To do
Write every line below out again, exactly as given, but leave out the pictures.

Record excerpts
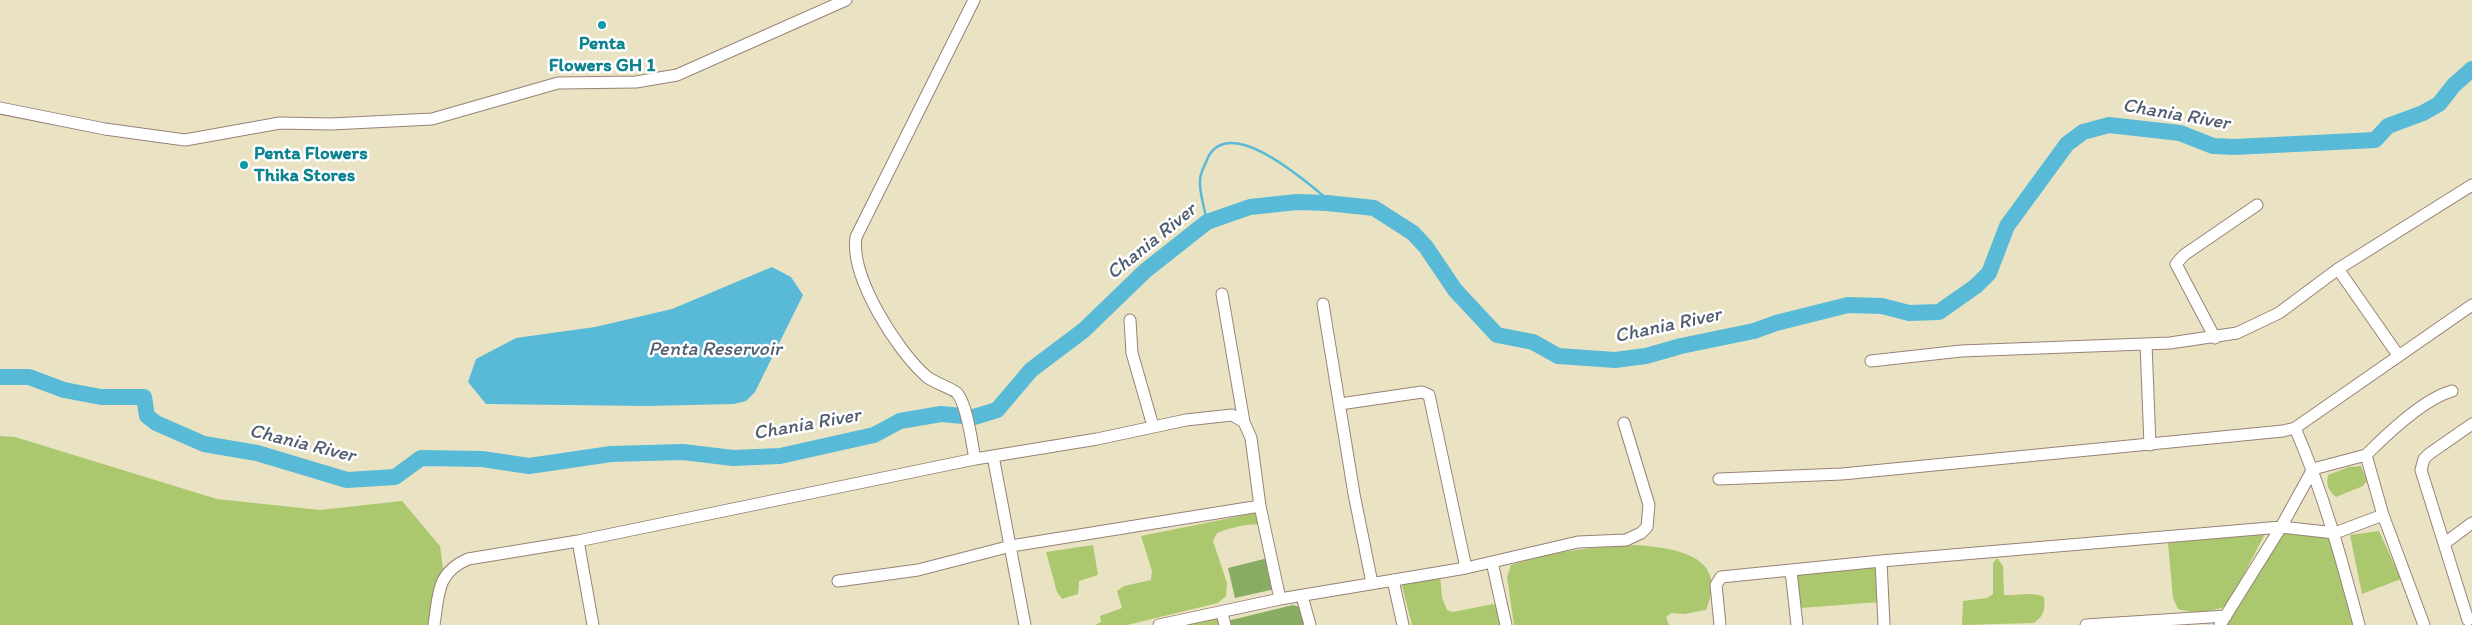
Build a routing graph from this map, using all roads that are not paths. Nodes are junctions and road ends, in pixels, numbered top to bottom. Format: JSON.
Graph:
{"nodes":[{"id":1,"x":846,"y":0,"type":"edge"},
{"id":2,"x":974,"y":0,"type":"edge"},
{"id":3,"x":0,"y":108,"type":"edge"},
{"id":4,"x":2472,"y":184,"type":"edge"},
{"id":5,"x":2258,"y":205,"type":"dead end"},
{"id":6,"x":2338,"y":269,"type":"junction"},
{"id":7,"x":1222,"y":294,"type":"dead end"},
{"id":8,"x":1323,"y":304,"type":"dead end"},
{"id":9,"x":2472,"y":305,"type":"edge"},
{"id":10,"x":1130,"y":320,"type":"dead end"},
{"id":11,"x":2215,"y":338,"type":"junction"},
{"id":12,"x":2146,"y":344,"type":"junction"},
{"id":13,"x":2398,"y":355,"type":"junction"},
{"id":14,"x":1871,"y":361,"type":"dead end"},
{"id":15,"x":2452,"y":391,"type":"dead end"},
{"id":16,"x":1340,"y":404,"type":"junction"},
{"id":17,"x":1244,"y":422,"type":"junction"},
{"id":18,"x":1624,"y":423,"type":"dead end"},
{"id":19,"x":2472,"y":424,"type":"edge"},
{"id":20,"x":1153,"y":426,"type":"junction"},
{"id":21,"x":2295,"y":428,"type":"junction"},
{"id":22,"x":2150,"y":444,"type":"junction"},
{"id":23,"x":993,"y":456,"type":"junction"},
{"id":24,"x":2366,"y":456,"type":"junction"},
{"id":25,"x":975,"y":459,"type":"junction"},
{"id":26,"x":2313,"y":469,"type":"junction"},
{"id":27,"x":1719,"y":479,"type":"dead end"},
{"id":28,"x":1260,"y":506,"type":"junction"},
{"id":29,"x":2383,"y":515,"type":"junction"},
{"id":30,"x":2472,"y":523,"type":"edge"},
{"id":31,"x":2282,"y":527,"type":"junction"},
{"id":32,"x":2335,"y":533,"type":"junction"},
{"id":33,"x":578,"y":541,"type":"junction"},
{"id":34,"x":2446,"y":543,"type":"junction"},
{"id":35,"x":1011,"y":546,"type":"junction"},
{"id":36,"x":1881,"y":561,"type":"junction"},
{"id":37,"x":1492,"y":562,"type":"junction"},
{"id":38,"x":1466,"y":568,"type":"junction"},
{"id":39,"x":1791,"y":571,"type":"junction"},
{"id":40,"x":1392,"y":580,"type":"junction"},
{"id":41,"x":838,"y":581,"type":"dead end"},
{"id":42,"x":1372,"y":583,"type":"junction"},
{"id":43,"x":1302,"y":596,"type":"junction"},
{"id":44,"x":1280,"y":599,"type":"junction"},
{"id":45,"x":1222,"y":613,"type":"junction"},
{"id":46,"x":2223,"y":620,"type":"edge"},
{"id":47,"x":2468,"y":621,"type":"edge"},
{"id":48,"x":434,"y":625,"type":"edge"},
{"id":49,"x":593,"y":625,"type":"edge"},
{"id":50,"x":1026,"y":625,"type":"edge"},
{"id":51,"x":1159,"y":625,"type":"edge"},
{"id":52,"x":1225,"y":625,"type":"edge"},
{"id":53,"x":1310,"y":625,"type":"edge"},
{"id":54,"x":1403,"y":625,"type":"edge"},
{"id":55,"x":1506,"y":625,"type":"edge"},
{"id":56,"x":1720,"y":625,"type":"edge"},
{"id":57,"x":1797,"y":625,"type":"edge"},
{"id":58,"x":1884,"y":625,"type":"edge"},
{"id":59,"x":2086,"y":625,"type":"edge"},
{"id":60,"x":2359,"y":625,"type":"edge"},
{"id":61,"x":2424,"y":625,"type":"edge"}],
"edges":[{"from":1,"to":3,"type":"street"},
{"from":2,"to":25,"type":"street"},
{"from":4,"to":6,"type":"street"},
{"from":5,"to":11,"type":"street"},
{"from":6,"to":11,"type":"street"},
{"from":6,"to":13,"type":"street"},
{"from":7,"to":17,"type":"street"},
{"from":8,"to":16,"type":"street"},
{"from":9,"to":13,"type":"street"},
{"from":10,"to":20,"type":"street"},
{"from":11,"to":12,"type":"street"},
{"from":12,"to":14,"type":"street"},
{"from":12,"to":22,"type":"street"},
{"from":13,"to":21,"type":"street"},
{"from":15,"to":24,"type":"street"},
{"from":16,"to":38,"type":"street"},
{"from":16,"to":42,"type":"street"},
{"from":17,"to":20,"type":"street"},
{"from":17,"to":28,"type":"street"},
{"from":18,"to":37,"type":"street"},
{"from":19,"to":34,"type":"street"},
{"from":20,"to":23,"type":"street"},
{"from":21,"to":22,"type":"street"},
{"from":21,"to":26,"type":"street"},
{"from":22,"to":27,"type":"street"},
{"from":23,"to":25,"type":"street"},
{"from":23,"to":35,"type":"street"},
{"from":24,"to":26,"type":"street"},
{"from":24,"to":29,"type":"street"},
{"from":25,"to":33,"type":"street"},
{"from":26,"to":31,"type":"street"},
{"from":26,"to":32,"type":"street"},
{"from":28,"to":35,"type":"street"},
{"from":28,"to":44,"type":"street"},
{"from":29,"to":32,"type":"street"},
{"from":29,"to":61,"type":"street"},
{"from":30,"to":34,"type":"street"},
{"from":31,"to":32,"type":"street"},
{"from":31,"to":36,"type":"street"},
{"from":31,"to":46,"type":"street"},
{"from":32,"to":60,"type":"street"},
{"from":33,"to":48,"type":"street"},
{"from":33,"to":49,"type":"street"},
{"from":34,"to":47,"type":"street"},
{"from":35,"to":41,"type":"street"},
{"from":35,"to":50,"type":"street"},
{"from":36,"to":39,"type":"street"},
{"from":36,"to":58,"type":"street"},
{"from":37,"to":38,"type":"street"},
{"from":37,"to":55,"type":"street"},
{"from":38,"to":40,"type":"street"},
{"from":39,"to":56,"type":"street"},
{"from":39,"to":57,"type":"street"},
{"from":40,"to":42,"type":"street"},
{"from":40,"to":54,"type":"street"},
{"from":42,"to":43,"type":"street"},
{"from":43,"to":44,"type":"street"},
{"from":43,"to":53,"type":"street"},
{"from":44,"to":45,"type":"street"},
{"from":45,"to":51,"type":"street"},
{"from":45,"to":52,"type":"street"},
{"from":46,"to":59,"type":"street"}]}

Response
Build a routing graph from this map, using all roads that are not paths. Nodes are junctions and road ends, in pixels, numbered top to bottom. Format: JSON.
Graph:
{"nodes":[{"id":1,"x":846,"y":0,"type":"edge"},
{"id":2,"x":974,"y":0,"type":"edge"},
{"id":3,"x":0,"y":108,"type":"edge"},
{"id":4,"x":2472,"y":184,"type":"edge"},
{"id":5,"x":2258,"y":205,"type":"dead end"},
{"id":6,"x":2338,"y":269,"type":"junction"},
{"id":7,"x":1222,"y":294,"type":"dead end"},
{"id":8,"x":1323,"y":304,"type":"dead end"},
{"id":9,"x":2472,"y":305,"type":"edge"},
{"id":10,"x":1130,"y":320,"type":"dead end"},
{"id":11,"x":2215,"y":338,"type":"junction"},
{"id":12,"x":2146,"y":344,"type":"junction"},
{"id":13,"x":2398,"y":355,"type":"junction"},
{"id":14,"x":1871,"y":361,"type":"dead end"},
{"id":15,"x":2452,"y":391,"type":"dead end"},
{"id":16,"x":1340,"y":404,"type":"junction"},
{"id":17,"x":1244,"y":422,"type":"junction"},
{"id":18,"x":1624,"y":423,"type":"dead end"},
{"id":19,"x":2472,"y":424,"type":"edge"},
{"id":20,"x":1153,"y":426,"type":"junction"},
{"id":21,"x":2295,"y":428,"type":"junction"},
{"id":22,"x":2150,"y":444,"type":"junction"},
{"id":23,"x":993,"y":456,"type":"junction"},
{"id":24,"x":2366,"y":456,"type":"junction"},
{"id":25,"x":975,"y":459,"type":"junction"},
{"id":26,"x":2313,"y":469,"type":"junction"},
{"id":27,"x":1719,"y":479,"type":"dead end"},
{"id":28,"x":1260,"y":506,"type":"junction"},
{"id":29,"x":2383,"y":515,"type":"junction"},
{"id":30,"x":2472,"y":523,"type":"edge"},
{"id":31,"x":2282,"y":527,"type":"junction"},
{"id":32,"x":2335,"y":533,"type":"junction"},
{"id":33,"x":578,"y":541,"type":"junction"},
{"id":34,"x":2446,"y":543,"type":"junction"},
{"id":35,"x":1011,"y":546,"type":"junction"},
{"id":36,"x":1881,"y":561,"type":"junction"},
{"id":37,"x":1492,"y":562,"type":"junction"},
{"id":38,"x":1466,"y":568,"type":"junction"},
{"id":39,"x":1791,"y":571,"type":"junction"},
{"id":40,"x":1392,"y":580,"type":"junction"},
{"id":41,"x":838,"y":581,"type":"dead end"},
{"id":42,"x":1372,"y":583,"type":"junction"},
{"id":43,"x":1302,"y":596,"type":"junction"},
{"id":44,"x":1280,"y":599,"type":"junction"},
{"id":45,"x":1222,"y":613,"type":"junction"},
{"id":46,"x":2223,"y":620,"type":"edge"},
{"id":47,"x":2468,"y":621,"type":"edge"},
{"id":48,"x":434,"y":625,"type":"edge"},
{"id":49,"x":593,"y":625,"type":"edge"},
{"id":50,"x":1026,"y":625,"type":"edge"},
{"id":51,"x":1159,"y":625,"type":"edge"},
{"id":52,"x":1225,"y":625,"type":"edge"},
{"id":53,"x":1310,"y":625,"type":"edge"},
{"id":54,"x":1403,"y":625,"type":"edge"},
{"id":55,"x":1506,"y":625,"type":"edge"},
{"id":56,"x":1720,"y":625,"type":"edge"},
{"id":57,"x":1797,"y":625,"type":"edge"},
{"id":58,"x":1884,"y":625,"type":"edge"},
{"id":59,"x":2086,"y":625,"type":"edge"},
{"id":60,"x":2359,"y":625,"type":"edge"},
{"id":61,"x":2424,"y":625,"type":"edge"}],
"edges":[{"from":1,"to":3,"type":"street"},
{"from":2,"to":25,"type":"street"},
{"from":4,"to":6,"type":"street"},
{"from":5,"to":11,"type":"street"},
{"from":6,"to":11,"type":"street"},
{"from":6,"to":13,"type":"street"},
{"from":7,"to":17,"type":"street"},
{"from":8,"to":16,"type":"street"},
{"from":9,"to":13,"type":"street"},
{"from":10,"to":20,"type":"street"},
{"from":11,"to":12,"type":"street"},
{"from":12,"to":14,"type":"street"},
{"from":12,"to":22,"type":"street"},
{"from":13,"to":21,"type":"street"},
{"from":15,"to":24,"type":"street"},
{"from":16,"to":38,"type":"street"},
{"from":16,"to":42,"type":"street"},
{"from":17,"to":20,"type":"street"},
{"from":17,"to":28,"type":"street"},
{"from":18,"to":37,"type":"street"},
{"from":19,"to":34,"type":"street"},
{"from":20,"to":23,"type":"street"},
{"from":21,"to":22,"type":"street"},
{"from":21,"to":26,"type":"street"},
{"from":22,"to":27,"type":"street"},
{"from":23,"to":25,"type":"street"},
{"from":23,"to":35,"type":"street"},
{"from":24,"to":26,"type":"street"},
{"from":24,"to":29,"type":"street"},
{"from":25,"to":33,"type":"street"},
{"from":26,"to":31,"type":"street"},
{"from":26,"to":32,"type":"street"},
{"from":28,"to":35,"type":"street"},
{"from":28,"to":44,"type":"street"},
{"from":29,"to":32,"type":"street"},
{"from":29,"to":61,"type":"street"},
{"from":30,"to":34,"type":"street"},
{"from":31,"to":32,"type":"street"},
{"from":31,"to":36,"type":"street"},
{"from":31,"to":46,"type":"street"},
{"from":32,"to":60,"type":"street"},
{"from":33,"to":48,"type":"street"},
{"from":33,"to":49,"type":"street"},
{"from":34,"to":47,"type":"street"},
{"from":35,"to":41,"type":"street"},
{"from":35,"to":50,"type":"street"},
{"from":36,"to":39,"type":"street"},
{"from":36,"to":58,"type":"street"},
{"from":37,"to":38,"type":"street"},
{"from":37,"to":55,"type":"street"},
{"from":38,"to":40,"type":"street"},
{"from":39,"to":56,"type":"street"},
{"from":39,"to":57,"type":"street"},
{"from":40,"to":42,"type":"street"},
{"from":40,"to":54,"type":"street"},
{"from":42,"to":43,"type":"street"},
{"from":43,"to":44,"type":"street"},
{"from":43,"to":53,"type":"street"},
{"from":44,"to":45,"type":"street"},
{"from":45,"to":51,"type":"street"},
{"from":45,"to":52,"type":"street"},
{"from":46,"to":59,"type":"street"}]}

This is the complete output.